Neural Ordinary Differential Equation Adjoints

Chris Rackauckas
November 20th, 2020

In this homework, we will write an implementation of neural ordinary differential equations from scratch. You may use the DifferentialEquations.jl ODE solver, but not the adjoint sensitivities functionality. Optionally, a second problem is to add GPU support to your implementation.

Due December 9th, 2020 at midnight.

Please email the results to 18337.mit.psets@gmail.com.

Problem 1: Neural ODE from Scratch

In this problem we will work through the development of a neural ODE.

Part 1: Gradients as vjps

Use the definition of the pullback as a vector-Jacobian product (vjp) to show that $B_f^x(1) = \left( \nabla f(x) \right)^{T}$ for a function $f: \mathbb{R}^n \rightarrow \mathbb{R}$.

(Hint: if you put 1 into the pullback, what kind of function is it? What does the Jacobian look like?)

Part 2: Backpropagation of a neural network

Implement a simple $NN: \mathbb{R}^2 \rightarrow \mathbb{R}^2$ neural network

\[ NN(u;W_i,b_i) = W_2 tanh.(W_1 u + b_1) + b_2 \]

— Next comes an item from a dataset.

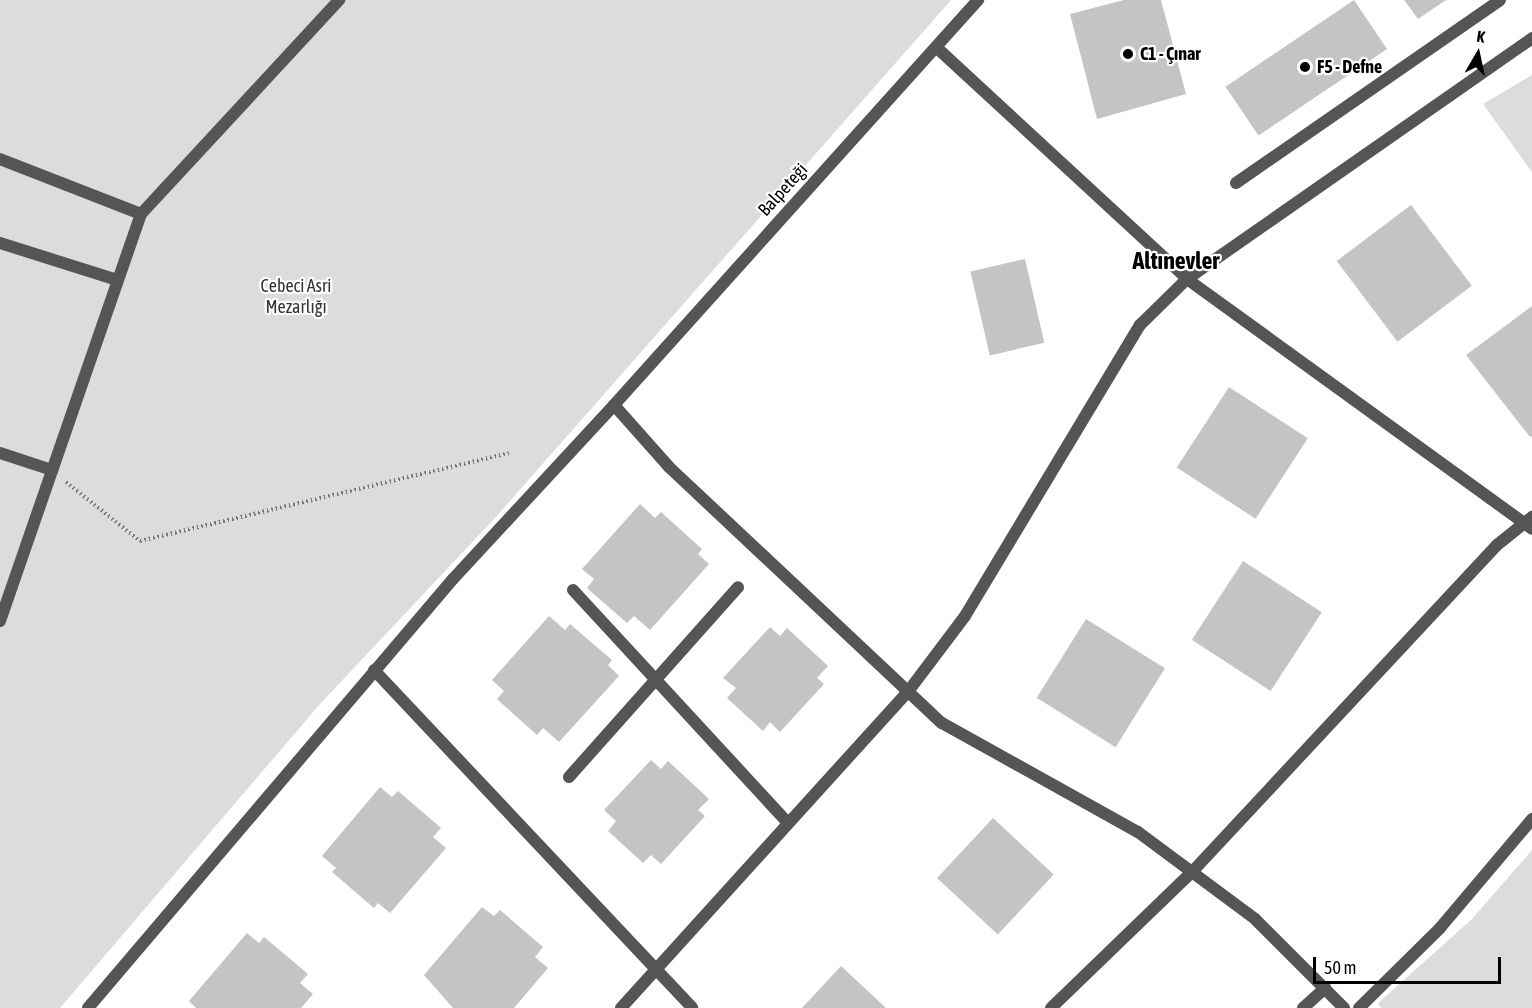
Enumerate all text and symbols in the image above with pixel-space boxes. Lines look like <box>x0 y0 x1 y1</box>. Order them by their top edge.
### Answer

where $W_1$ is $50 \times 2$, $b_1$ is length 50, $W_2$ is $2 \times 50$, and $b_2$ is length 2. Implement the pullback of the neural network: $B_{NN}^{u,W_i,b_i}(y)$ to calculate the derivative of the neural network with respect to each of these inputs. Check for correctness by using ForwardDiff.jl to calculate the gradient.

Part 3: Implementing an ODE adjoint

The adjoint of an ODE can be described as the set of vector equations:

\[ \begin{align} u' &= f(u,p,t)\\ \end{align} \]

forward, and then

\[ \begin{align} \lambda' &= -\lambda^\ast \frac{\partial f}{\partial u}\\ \mu' &= -\lambda^\ast \frac{\partial f}{\partial p}\\ \end{align} \]

solved in reverse time from $T$ to $0$ for some cost function $C(p)$. For this problem, we will use the L2 loss function.

Note that $\mu(T) = 0$ and $\lambda(T) = \frac{\partial C}{\partial u(T)}$. This is written in the form where the only data point is at time $T$. If that is not the case, the reverse solve needs to add the jump $\frac{\partial C}{\partial u(t_i)}$ to $\lambda$ at each data point $u(t_i)$. Use this example for how to add these jumps to the equation.

Using this formulation of the adjoint, it holds that $\mu(0) = \frac{\partial C}{\partial p}$, and thus solving these ODEs in reverse gives the solution for the gradient as a part of the system at time zero.

Notice that $B_f^u(\lambda) = \lambda^\ast \frac{\partial f}{\partial u}$ and similarly for $\mu$. Implement an adjoint calculation for a neural ordinary differential equation where

\[ u' = NN(u) \]

from above. Solve the ODE forwards using OrdinaryDiffEq.jl's Tsit5() integrator, then use the interpolation from the forward pass for the u values of the backpass and solve.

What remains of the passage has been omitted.